__DATA FOR THE TASK__.
Content starts

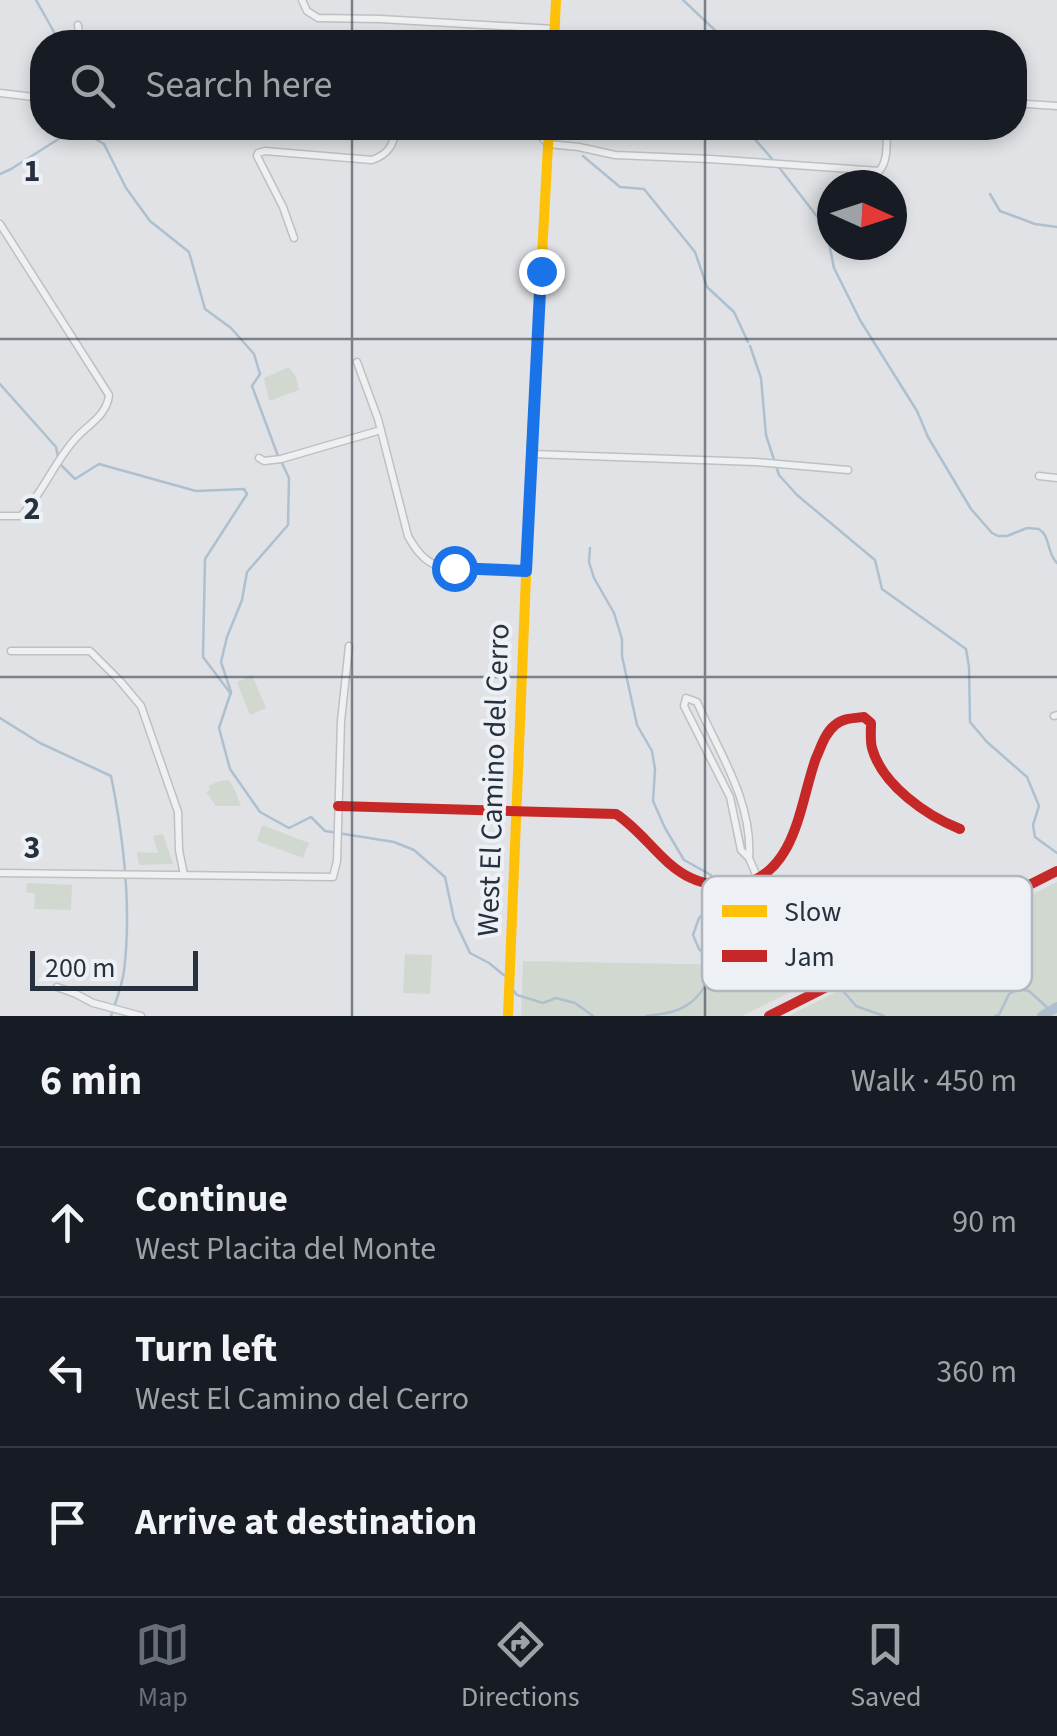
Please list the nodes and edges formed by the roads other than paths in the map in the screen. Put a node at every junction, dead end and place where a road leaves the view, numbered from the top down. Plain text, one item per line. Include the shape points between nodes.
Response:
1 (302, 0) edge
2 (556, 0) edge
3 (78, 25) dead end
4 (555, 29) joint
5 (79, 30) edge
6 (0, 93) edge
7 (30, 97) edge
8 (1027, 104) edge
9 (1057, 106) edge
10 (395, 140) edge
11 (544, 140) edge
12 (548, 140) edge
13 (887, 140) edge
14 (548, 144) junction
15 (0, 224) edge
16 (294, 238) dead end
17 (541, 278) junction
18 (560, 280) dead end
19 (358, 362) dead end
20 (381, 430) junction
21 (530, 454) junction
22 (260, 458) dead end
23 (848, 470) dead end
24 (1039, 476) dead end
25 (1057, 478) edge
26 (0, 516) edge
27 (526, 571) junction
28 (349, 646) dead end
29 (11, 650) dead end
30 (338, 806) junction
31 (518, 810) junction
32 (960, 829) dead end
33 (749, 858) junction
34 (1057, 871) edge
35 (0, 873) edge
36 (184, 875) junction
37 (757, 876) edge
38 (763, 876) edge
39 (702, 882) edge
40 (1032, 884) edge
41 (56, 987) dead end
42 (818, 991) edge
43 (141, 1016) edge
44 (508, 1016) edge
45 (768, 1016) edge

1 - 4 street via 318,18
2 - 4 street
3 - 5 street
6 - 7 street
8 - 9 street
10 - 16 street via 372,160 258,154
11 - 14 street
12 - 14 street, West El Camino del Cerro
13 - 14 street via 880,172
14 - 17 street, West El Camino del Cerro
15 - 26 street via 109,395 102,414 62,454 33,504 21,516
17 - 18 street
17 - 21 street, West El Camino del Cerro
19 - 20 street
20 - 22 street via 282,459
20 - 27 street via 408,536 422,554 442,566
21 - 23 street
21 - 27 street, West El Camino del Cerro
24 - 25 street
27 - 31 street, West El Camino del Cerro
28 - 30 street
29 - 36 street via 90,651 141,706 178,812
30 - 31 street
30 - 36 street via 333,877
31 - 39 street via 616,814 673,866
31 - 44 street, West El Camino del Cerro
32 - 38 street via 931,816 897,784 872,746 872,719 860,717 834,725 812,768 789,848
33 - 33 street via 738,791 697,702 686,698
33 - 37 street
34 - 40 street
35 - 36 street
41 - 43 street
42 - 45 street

Content ends
Content starts

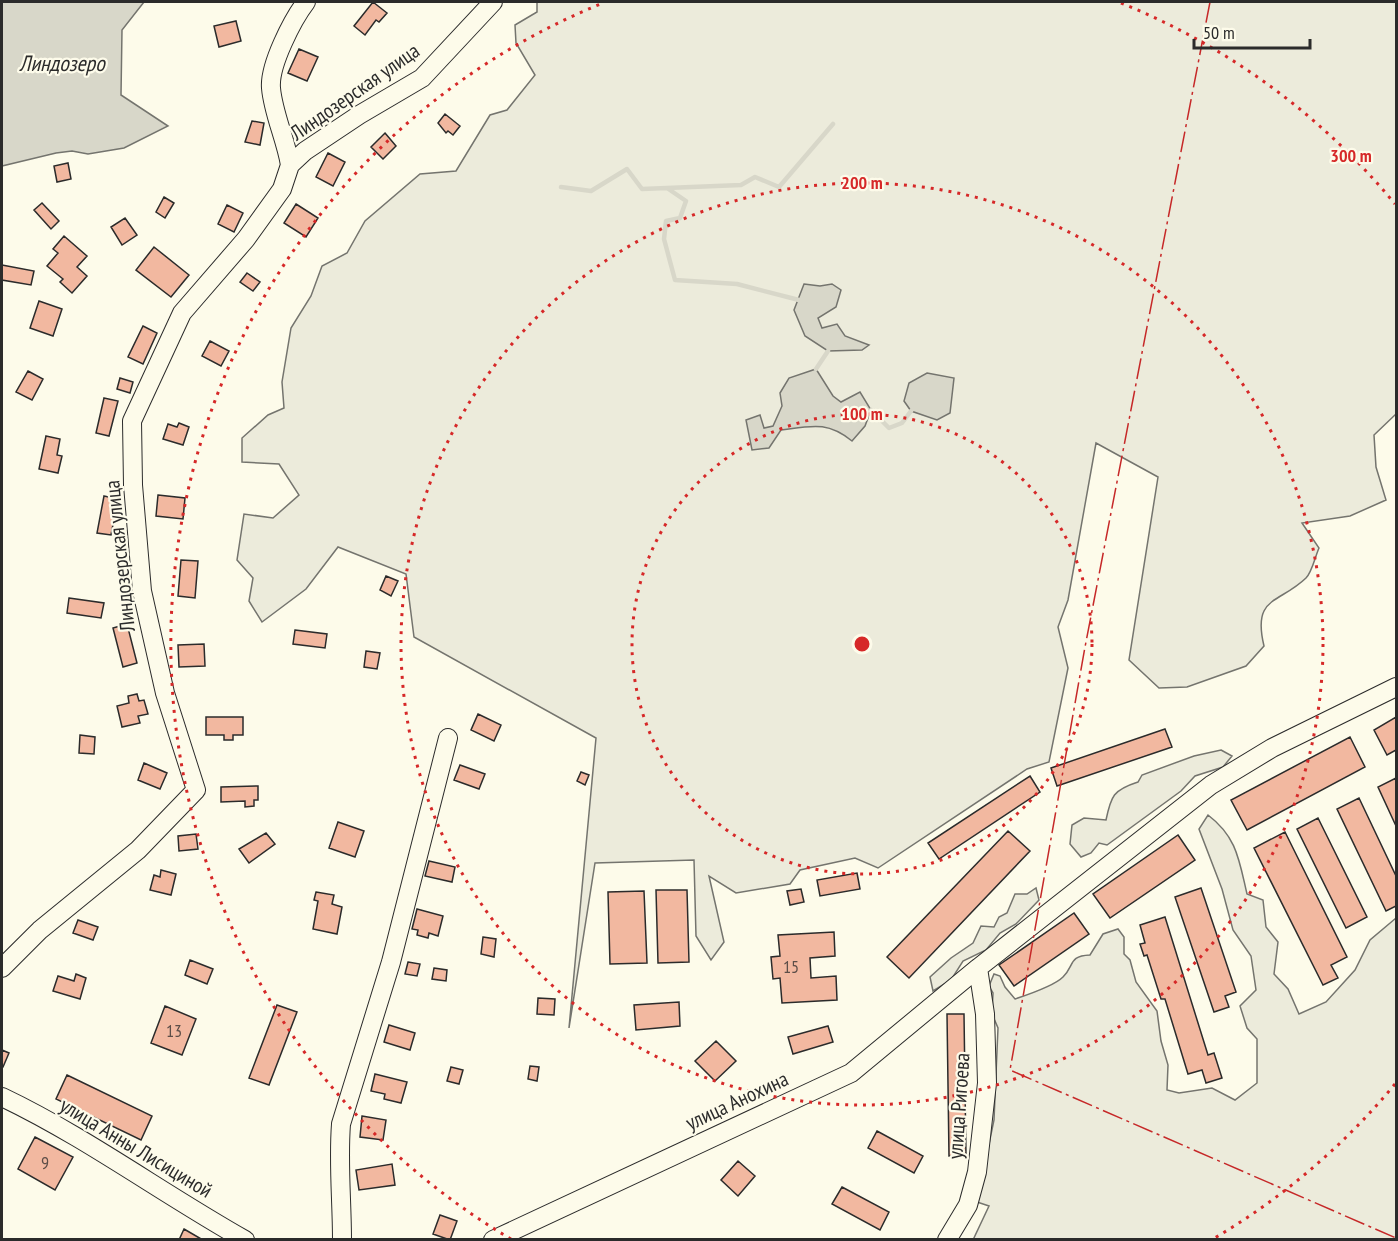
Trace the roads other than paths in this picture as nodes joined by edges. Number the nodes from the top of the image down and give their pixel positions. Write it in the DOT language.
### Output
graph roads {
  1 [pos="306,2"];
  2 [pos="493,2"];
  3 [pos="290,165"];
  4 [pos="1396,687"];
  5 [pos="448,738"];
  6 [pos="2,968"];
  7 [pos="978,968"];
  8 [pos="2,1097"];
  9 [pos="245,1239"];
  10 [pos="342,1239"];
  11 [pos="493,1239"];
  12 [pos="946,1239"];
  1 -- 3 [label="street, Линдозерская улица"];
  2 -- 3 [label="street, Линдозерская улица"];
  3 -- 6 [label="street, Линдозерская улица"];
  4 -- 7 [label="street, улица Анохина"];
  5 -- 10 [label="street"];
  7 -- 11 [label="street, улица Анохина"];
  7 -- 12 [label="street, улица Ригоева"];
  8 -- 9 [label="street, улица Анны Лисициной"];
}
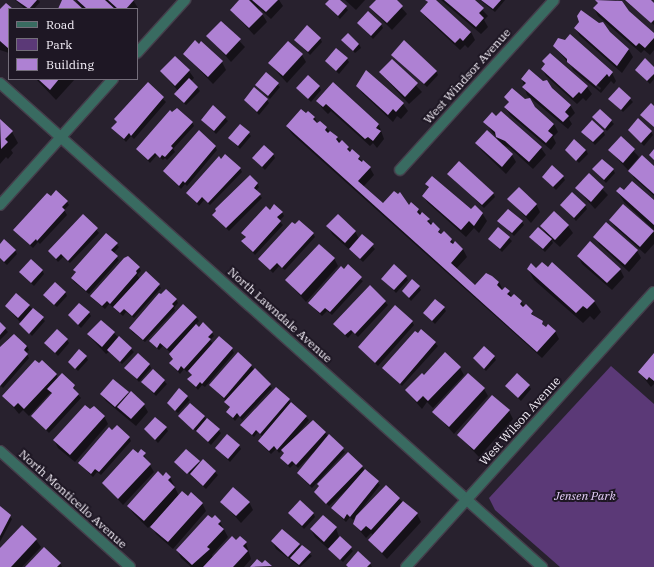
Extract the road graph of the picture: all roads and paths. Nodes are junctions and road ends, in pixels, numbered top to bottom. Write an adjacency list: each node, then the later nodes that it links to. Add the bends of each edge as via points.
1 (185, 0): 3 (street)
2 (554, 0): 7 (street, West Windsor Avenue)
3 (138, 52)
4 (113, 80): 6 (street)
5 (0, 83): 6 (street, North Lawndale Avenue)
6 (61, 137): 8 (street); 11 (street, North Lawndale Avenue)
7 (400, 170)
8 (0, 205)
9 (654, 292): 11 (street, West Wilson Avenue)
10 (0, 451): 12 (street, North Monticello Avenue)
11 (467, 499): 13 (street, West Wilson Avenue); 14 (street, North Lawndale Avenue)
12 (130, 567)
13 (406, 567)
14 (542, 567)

Content ends

__ACTIVITY__. Please show each line in the records above that contains "than".

__RESPONSE TO THIS EXERCISE__.
Please list the nodes and edges formed by the roads other than paths in the map in the screen. Put a node at every junction, dead end and place where a road leaves the view, numbered from the top down. Plain text, one item per line. Include the shape points between nodes.
Trace the roads other than paths in this picture as nodes joined by edges. Number the nodes from the top of the image down and give their pixel positions. Write it in the DOT language.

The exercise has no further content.